Сказать «спал» — это сказать не очень точно. Я вертелся на своих сундуках, как змея, которой наступили на голову. От милой, славной, молодой деревенской мадонны меня отделяла тонкая ничтожная преграда. А шел четвертый год войны, и мне было под тридцать, и вы меня поймете. Она, думал я, лежит там в одной рубашечке. Грубой, холщевой, но чистенькой, и пахнет женщиной прелестно. Но! Она прогнала Пашку … это раз! Два — она стеснялась офицеров, а теперь их нет, и мы с нею одни, и может быть?.. Долго я решался, но в таких дела всегда берет верх самое зловредное побуждение.
И я пошел босиком по холодному, почти ледяному полу к синей занавеске.
Под одеяло она меня не пустила. Опять сказала: «Мы разбудим Саню», и это было уже совсем другое. Не вы разбудите Саню, а мы разбудим, и потом, тихо … иди, я сама приду. О! Какие это были слова. Какая музыка в них звучала. Сама приду. Не разрешаю, не согласна, а сама приду!!!
Конечно, думал я, еще раньше, когда только рождалась надежда, — я не Пашка — рядовой шибздик, а капитан, высокий и стройный.
В ушах звенело: «Сама приду», и я быстренько пошлепал к себе на сундуки, застеленные чистым рядном и покрытые байковым одеялом оранжевого цвета.
Лег я, а она не идет.
Стал думать… обманула. Хотела избавиться, теперь не придет. Долго, целую вечность валялся я в такой лихорадке. Слушал, прислушивался, не шуршит ли занавеска — ничего.
И вдруг! Чу! На моем лице рука. Так, совсем не слышно и как бы неожиданно. Я давно уже отодвинулся к стенке, освободил место с краю и отвернул одеяло. Как неслышно подошла. Присела на краешек постели. Что это, она в голубом шерстяном платье? Еще бы шубу надела, подумал я, и стал сердиться. Пришла разговаривать «за жизнь». Деревня есть деревня. Сейчас начнет объяснять, что без любви нельзя, или еще что-нибудь в этом роде. Как будто мы не на войне, а горожане, приехавшие на сенокос в колхозе.
Но она молчала. Я вскочил, стал ее целовать. Пытался снять платье — не разрешает. Но уложилась, а я рядом. Укрылись одеяльцем. Целую — отвечает. Трону платье — не разрешает.
Долго мы так развлекались. Она разрешала все, кроме одного.
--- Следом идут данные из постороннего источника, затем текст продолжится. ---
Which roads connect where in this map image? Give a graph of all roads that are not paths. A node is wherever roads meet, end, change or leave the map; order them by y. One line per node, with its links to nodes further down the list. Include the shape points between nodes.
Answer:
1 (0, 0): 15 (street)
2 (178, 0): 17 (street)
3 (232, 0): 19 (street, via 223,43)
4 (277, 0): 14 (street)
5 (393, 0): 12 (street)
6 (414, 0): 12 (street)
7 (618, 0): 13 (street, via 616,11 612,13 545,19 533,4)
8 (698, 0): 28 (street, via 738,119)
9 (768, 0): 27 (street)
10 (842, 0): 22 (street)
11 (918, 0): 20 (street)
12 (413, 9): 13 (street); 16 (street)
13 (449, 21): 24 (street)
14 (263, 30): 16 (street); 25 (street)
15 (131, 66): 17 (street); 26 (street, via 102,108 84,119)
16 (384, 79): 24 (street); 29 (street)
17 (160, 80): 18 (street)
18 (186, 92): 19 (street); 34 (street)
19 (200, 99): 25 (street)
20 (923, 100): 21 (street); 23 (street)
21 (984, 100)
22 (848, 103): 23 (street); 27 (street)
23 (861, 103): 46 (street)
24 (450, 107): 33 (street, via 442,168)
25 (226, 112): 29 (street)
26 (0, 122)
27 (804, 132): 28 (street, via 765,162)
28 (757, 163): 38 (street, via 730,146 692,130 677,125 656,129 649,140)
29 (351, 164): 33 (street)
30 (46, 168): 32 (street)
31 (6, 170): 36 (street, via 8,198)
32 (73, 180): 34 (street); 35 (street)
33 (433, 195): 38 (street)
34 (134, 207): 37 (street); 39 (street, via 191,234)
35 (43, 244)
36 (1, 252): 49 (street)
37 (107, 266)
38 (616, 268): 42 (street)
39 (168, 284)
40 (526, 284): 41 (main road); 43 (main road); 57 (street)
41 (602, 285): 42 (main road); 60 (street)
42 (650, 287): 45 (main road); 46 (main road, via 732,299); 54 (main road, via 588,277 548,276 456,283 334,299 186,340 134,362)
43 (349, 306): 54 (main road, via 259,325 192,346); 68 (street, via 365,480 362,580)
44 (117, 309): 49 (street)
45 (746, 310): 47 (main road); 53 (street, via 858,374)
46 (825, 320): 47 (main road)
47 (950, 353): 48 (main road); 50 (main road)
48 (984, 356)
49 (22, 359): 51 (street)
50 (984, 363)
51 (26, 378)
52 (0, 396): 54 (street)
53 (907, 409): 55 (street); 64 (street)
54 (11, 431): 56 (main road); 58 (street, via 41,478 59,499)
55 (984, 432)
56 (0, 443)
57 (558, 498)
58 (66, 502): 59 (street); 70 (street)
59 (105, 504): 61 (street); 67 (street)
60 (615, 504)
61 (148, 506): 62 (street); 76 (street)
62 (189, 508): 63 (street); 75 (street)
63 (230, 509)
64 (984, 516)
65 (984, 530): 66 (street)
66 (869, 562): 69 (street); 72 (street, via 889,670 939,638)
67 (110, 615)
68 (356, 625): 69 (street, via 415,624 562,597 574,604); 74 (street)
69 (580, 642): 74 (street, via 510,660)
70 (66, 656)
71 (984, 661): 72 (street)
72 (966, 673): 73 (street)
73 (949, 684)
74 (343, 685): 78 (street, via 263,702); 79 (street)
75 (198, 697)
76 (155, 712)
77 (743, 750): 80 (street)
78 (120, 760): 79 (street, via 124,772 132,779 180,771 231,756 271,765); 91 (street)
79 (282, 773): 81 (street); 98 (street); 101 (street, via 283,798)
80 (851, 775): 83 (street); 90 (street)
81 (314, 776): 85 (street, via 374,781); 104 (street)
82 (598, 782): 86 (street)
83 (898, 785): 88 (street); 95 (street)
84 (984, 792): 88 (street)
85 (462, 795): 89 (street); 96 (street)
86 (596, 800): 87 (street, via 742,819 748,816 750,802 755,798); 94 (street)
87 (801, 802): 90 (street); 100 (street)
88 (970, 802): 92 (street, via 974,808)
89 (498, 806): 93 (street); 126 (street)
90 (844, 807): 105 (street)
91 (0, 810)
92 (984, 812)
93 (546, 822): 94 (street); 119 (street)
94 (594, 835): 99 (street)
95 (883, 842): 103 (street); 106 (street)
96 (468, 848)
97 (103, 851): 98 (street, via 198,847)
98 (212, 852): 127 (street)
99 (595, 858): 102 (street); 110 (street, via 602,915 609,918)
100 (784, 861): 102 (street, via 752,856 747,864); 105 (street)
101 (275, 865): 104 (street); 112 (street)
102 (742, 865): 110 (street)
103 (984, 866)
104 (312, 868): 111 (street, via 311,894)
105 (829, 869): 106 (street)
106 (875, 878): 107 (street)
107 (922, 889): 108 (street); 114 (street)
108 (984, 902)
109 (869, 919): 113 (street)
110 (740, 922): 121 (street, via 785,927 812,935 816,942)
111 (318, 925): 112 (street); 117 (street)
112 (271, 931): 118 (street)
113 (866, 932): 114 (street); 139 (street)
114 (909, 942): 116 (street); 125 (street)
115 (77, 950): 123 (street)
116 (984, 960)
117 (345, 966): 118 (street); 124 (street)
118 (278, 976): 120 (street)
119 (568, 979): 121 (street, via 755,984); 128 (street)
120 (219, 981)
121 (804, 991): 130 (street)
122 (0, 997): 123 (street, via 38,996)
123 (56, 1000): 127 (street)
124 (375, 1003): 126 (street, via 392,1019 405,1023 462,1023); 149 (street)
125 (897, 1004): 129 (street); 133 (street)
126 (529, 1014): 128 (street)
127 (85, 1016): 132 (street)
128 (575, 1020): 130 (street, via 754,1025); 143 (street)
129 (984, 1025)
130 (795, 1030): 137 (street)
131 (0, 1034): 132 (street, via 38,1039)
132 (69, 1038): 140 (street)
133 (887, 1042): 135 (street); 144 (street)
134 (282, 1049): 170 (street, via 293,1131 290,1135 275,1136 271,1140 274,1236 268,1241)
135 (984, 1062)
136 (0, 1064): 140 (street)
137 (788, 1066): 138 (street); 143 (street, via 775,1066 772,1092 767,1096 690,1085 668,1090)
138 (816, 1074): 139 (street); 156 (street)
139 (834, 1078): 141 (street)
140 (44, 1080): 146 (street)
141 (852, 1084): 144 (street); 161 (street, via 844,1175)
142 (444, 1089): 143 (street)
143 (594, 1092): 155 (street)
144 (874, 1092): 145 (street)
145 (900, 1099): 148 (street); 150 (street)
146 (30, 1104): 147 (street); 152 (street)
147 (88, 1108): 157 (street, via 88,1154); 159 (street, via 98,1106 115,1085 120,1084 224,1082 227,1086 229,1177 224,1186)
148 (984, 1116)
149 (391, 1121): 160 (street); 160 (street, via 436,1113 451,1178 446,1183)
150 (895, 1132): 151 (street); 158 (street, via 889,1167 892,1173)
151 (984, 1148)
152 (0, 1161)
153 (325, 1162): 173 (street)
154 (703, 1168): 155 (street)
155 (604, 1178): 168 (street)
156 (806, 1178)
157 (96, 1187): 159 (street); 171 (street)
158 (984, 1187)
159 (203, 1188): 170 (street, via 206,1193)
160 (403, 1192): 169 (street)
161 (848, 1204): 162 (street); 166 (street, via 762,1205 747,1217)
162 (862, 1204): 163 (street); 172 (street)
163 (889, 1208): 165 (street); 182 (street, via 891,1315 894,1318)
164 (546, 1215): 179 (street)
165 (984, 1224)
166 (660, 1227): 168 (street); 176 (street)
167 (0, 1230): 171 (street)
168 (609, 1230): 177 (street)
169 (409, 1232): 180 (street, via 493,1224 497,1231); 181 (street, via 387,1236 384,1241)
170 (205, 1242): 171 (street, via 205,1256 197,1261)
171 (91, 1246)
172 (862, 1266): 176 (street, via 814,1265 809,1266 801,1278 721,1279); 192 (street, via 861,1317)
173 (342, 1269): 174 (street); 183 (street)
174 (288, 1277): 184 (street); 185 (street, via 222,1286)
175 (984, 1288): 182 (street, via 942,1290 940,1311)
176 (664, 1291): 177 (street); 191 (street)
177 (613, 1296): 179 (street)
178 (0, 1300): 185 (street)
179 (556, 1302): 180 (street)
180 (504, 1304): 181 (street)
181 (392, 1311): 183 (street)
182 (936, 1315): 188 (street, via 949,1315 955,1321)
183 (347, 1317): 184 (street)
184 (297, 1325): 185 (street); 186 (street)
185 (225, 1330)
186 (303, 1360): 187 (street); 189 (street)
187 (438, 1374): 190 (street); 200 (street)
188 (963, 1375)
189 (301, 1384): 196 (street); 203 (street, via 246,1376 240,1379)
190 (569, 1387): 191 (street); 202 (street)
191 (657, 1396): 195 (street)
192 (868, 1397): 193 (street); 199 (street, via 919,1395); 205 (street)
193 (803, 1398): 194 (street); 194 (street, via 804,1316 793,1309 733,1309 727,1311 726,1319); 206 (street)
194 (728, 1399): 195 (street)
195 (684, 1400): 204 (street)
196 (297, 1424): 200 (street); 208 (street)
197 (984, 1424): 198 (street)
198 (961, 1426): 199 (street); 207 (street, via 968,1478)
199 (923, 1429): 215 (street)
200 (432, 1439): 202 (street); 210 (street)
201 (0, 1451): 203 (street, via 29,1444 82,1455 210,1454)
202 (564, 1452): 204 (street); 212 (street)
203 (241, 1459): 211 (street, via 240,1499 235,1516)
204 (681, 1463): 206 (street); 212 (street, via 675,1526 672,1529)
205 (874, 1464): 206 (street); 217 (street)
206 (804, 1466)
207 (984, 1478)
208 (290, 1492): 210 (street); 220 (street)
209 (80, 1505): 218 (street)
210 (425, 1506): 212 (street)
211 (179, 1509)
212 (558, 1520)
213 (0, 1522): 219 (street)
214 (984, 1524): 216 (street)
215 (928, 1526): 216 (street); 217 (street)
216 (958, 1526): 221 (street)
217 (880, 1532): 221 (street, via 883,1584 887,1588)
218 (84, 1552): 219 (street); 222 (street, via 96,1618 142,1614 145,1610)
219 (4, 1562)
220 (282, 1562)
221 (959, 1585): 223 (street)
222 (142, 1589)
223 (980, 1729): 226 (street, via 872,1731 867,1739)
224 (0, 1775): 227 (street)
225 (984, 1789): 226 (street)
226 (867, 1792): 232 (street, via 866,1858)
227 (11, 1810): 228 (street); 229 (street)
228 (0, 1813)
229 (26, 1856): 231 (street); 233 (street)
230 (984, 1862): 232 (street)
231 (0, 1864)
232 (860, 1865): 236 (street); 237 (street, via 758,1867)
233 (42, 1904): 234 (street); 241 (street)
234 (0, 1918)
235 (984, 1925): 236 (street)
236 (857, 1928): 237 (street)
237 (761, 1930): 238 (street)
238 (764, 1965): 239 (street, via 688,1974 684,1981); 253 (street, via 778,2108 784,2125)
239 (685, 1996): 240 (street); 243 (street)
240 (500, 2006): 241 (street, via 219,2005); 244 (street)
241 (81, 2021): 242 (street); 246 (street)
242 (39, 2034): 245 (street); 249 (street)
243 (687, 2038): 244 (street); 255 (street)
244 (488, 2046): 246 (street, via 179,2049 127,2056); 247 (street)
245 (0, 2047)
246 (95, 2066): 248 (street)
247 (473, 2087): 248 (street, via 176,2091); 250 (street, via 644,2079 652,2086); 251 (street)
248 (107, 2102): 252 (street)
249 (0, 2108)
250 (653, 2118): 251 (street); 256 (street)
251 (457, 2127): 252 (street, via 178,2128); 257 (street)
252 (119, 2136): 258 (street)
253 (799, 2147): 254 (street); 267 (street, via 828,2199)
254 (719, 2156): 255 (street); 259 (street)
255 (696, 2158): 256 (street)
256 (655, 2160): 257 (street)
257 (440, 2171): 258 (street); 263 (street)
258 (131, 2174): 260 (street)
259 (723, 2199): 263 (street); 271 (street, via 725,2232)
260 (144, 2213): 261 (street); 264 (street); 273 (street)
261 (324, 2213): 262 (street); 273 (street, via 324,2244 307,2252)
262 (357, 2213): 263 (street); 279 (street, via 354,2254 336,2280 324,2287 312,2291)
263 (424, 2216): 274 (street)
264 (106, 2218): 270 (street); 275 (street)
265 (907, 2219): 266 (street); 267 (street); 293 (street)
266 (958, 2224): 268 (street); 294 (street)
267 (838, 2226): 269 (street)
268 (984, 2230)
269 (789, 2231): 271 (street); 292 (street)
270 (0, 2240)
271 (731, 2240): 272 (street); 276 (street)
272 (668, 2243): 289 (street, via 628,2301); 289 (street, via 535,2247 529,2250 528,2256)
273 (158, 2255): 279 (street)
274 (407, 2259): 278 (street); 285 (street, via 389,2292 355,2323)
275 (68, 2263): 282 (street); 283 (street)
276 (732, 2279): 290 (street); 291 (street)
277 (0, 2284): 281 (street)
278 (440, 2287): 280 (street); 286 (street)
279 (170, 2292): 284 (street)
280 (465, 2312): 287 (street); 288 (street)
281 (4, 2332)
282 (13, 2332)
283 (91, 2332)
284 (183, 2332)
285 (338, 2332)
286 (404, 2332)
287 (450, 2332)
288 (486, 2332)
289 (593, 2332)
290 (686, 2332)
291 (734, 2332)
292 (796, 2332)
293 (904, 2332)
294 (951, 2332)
Нужно что-то сказать! Говорить! А я все молчал и пытался, пытался. Если бы она была светской дамой, полагалось бы жаркое объяснение: «Я полюбил вас с первого знакомства, как увидел вашу красоту, так и обмер». Для деревенской — только одно: «Я поженюся на тебе». И так сказать следовало, чтобы поверила, что если бы не ночь, то встанем, как только развиднеется, сразу пойдем в сельсовет, распишемся — и все дела, а сейчас раздевайся. Самое главное сейчас, сейчас.